(2 minute read)
Yesterday I upgraded this site to Wordpress 2.6. All in all, everything went smoothly. But then I noticed that the Admin-SSL plug-in was no longer working, which meant that I couldn't force my admin sessions (i.e. wp-admin/ stuff) to be accessible only over SSL. An excerpt from the plug-in's homepage confirms this:
"Admin SSL 1.1 will not work with WordPress 2.6 due to the changes they have made, attempting to include their own SSL features. I have tried them, and they only work with Private SSL, you cannot secure individual URLs, and the feature that allows you only to secure the login page does not work (for me, anyway). So I'll have to update Admin SSL to work with the new WordPress - perhaps I should ask them to include my code in 2.7!"

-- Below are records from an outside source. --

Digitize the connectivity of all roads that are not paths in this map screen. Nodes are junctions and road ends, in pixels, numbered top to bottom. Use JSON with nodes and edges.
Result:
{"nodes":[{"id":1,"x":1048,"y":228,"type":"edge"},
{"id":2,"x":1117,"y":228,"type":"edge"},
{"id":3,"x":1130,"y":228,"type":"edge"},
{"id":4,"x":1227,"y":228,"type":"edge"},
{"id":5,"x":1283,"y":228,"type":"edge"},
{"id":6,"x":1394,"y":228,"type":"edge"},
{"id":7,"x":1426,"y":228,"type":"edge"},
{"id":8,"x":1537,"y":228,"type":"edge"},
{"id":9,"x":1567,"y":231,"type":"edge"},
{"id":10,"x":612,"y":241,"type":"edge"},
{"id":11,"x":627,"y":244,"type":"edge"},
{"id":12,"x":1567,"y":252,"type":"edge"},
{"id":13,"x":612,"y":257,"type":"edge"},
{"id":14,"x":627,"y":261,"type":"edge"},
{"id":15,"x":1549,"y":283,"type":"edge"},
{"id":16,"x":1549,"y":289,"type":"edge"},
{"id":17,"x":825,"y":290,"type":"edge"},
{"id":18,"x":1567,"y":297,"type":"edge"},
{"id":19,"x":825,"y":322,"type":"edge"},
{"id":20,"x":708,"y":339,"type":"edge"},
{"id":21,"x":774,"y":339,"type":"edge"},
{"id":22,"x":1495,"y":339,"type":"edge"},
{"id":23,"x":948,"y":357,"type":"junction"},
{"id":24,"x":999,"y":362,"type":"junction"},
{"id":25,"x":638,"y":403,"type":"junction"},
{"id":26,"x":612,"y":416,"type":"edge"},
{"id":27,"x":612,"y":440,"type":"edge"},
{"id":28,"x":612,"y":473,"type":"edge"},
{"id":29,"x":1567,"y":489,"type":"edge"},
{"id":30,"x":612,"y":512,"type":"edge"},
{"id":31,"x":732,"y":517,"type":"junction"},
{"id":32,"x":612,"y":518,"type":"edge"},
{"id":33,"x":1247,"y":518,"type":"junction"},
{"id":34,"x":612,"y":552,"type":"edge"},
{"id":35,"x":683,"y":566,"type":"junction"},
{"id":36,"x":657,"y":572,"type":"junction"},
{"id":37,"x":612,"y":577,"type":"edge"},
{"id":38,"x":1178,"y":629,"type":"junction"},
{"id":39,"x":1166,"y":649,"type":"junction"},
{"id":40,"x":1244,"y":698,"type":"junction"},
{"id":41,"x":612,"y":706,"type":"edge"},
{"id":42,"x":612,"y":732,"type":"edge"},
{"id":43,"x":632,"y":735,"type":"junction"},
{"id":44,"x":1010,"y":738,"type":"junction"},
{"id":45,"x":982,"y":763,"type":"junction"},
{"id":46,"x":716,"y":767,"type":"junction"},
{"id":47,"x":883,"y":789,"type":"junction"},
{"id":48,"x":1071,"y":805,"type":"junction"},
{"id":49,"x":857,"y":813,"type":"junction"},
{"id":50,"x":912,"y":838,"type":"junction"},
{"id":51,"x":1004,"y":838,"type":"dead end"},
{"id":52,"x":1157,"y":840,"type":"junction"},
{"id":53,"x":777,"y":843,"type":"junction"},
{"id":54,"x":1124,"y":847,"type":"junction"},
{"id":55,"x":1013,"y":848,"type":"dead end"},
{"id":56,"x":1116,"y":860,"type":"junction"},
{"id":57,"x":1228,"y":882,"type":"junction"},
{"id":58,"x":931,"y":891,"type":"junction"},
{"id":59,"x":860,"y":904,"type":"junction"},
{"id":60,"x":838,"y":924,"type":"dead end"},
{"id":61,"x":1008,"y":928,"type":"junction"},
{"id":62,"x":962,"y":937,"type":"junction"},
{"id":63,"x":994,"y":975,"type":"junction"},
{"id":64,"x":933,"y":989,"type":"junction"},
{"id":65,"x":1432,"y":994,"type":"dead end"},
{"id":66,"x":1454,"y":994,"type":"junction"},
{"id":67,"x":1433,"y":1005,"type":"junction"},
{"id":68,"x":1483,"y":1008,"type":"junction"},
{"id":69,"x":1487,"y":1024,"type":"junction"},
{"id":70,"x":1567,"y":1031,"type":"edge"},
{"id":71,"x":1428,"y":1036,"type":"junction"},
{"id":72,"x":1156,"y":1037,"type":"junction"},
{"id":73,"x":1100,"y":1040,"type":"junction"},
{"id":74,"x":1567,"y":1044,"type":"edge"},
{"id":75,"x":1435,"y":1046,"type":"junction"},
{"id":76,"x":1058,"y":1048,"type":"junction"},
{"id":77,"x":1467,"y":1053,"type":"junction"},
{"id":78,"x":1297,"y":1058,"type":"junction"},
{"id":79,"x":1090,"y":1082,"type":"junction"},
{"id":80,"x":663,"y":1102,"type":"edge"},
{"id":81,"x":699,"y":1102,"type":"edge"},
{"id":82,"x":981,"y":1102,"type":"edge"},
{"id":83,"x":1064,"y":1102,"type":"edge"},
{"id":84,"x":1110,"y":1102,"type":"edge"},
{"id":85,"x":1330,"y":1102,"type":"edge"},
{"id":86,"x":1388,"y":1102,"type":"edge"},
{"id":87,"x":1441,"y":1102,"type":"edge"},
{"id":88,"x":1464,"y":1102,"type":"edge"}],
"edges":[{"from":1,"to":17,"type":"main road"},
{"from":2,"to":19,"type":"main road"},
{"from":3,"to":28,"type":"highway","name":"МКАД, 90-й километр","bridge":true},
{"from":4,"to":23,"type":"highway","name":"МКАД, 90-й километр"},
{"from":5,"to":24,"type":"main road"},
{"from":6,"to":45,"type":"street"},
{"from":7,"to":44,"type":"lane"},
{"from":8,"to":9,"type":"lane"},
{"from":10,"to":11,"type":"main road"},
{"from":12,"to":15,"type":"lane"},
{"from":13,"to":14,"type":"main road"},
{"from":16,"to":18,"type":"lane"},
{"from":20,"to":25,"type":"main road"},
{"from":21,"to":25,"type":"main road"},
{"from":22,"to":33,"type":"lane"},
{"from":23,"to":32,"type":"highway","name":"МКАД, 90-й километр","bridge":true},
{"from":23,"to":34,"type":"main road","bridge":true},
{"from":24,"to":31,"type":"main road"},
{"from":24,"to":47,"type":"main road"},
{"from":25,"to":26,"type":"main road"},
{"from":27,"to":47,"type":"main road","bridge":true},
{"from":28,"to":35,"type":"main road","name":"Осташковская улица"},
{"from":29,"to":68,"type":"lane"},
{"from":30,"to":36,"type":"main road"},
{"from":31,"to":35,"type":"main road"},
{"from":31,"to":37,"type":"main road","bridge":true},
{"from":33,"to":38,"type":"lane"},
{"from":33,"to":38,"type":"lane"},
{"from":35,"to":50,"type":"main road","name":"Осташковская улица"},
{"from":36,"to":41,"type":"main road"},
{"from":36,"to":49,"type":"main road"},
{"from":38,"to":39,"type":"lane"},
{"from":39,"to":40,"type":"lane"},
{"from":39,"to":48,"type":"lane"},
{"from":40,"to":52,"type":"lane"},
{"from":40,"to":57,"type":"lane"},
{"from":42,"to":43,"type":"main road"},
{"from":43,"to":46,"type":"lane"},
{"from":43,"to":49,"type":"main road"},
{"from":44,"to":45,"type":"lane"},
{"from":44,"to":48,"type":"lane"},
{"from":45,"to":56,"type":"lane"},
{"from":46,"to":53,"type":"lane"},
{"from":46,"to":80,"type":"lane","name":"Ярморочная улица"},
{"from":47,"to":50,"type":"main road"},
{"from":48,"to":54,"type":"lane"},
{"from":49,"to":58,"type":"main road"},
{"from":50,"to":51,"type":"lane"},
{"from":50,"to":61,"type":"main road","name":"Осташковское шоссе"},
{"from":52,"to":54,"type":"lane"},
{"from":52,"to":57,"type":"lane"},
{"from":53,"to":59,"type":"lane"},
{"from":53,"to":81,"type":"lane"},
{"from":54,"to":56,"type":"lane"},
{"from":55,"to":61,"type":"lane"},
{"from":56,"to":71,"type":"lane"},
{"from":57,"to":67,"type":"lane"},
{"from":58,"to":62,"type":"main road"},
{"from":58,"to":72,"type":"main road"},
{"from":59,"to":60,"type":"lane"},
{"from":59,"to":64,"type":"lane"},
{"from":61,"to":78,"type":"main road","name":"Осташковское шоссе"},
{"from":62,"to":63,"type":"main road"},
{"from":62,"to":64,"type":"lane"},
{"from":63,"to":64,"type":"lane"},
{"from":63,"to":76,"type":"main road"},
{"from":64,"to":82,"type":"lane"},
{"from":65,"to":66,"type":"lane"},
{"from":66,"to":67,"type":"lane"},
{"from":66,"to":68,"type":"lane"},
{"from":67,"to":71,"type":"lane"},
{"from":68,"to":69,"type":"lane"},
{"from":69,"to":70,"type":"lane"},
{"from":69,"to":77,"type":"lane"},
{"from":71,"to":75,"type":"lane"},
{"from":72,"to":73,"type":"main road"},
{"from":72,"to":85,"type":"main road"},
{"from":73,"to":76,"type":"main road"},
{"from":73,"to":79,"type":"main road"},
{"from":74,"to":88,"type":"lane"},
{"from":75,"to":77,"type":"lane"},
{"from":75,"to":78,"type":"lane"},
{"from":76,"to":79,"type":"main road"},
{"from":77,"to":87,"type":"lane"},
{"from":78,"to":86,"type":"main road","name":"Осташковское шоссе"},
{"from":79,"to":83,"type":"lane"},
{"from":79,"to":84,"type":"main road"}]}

I don't need the fine-grained control that Admin-SSL provides. I just need something that ensures that whenever I'm logging into the admin section or viewing admin pages it's done over an SSL connection. After searching the web for answers I found a post by Ryan Boren on how to get the new built-in SSL support working.
If you want to force all admin sessions to be over SSL, add the following to your wp-config.php:
define('FORCE_SSL_ADMIN', true);
If you only want to force the logging-in process to be over SSL but not the rest of the admin pages then instead add this to your wp-config.php:
define('FORCE_SSL_LOGIN', true);
And in order to ensure that session cookies are truly secure you should make sure the following defines in wp-config.php are set to sufficiently random and unique values:
define('AUTH_KEY', ‘put your unique phrase here’);
define('SECURE_AUTH_KEY', ‘put your unique phrase here’);
define('LOGGED_IN_KEY', ‘put your unique phrase here’);
You can use http://api.wordpress.org/secret-key/1.1/ to obtain three unique, randomly-generated keys which you can just copy-and-paste into your wp-config.php.
This all seems surprisingly simple, but it does work. If you want more technical details then I seriously recommend reading Ryan's post as a starter.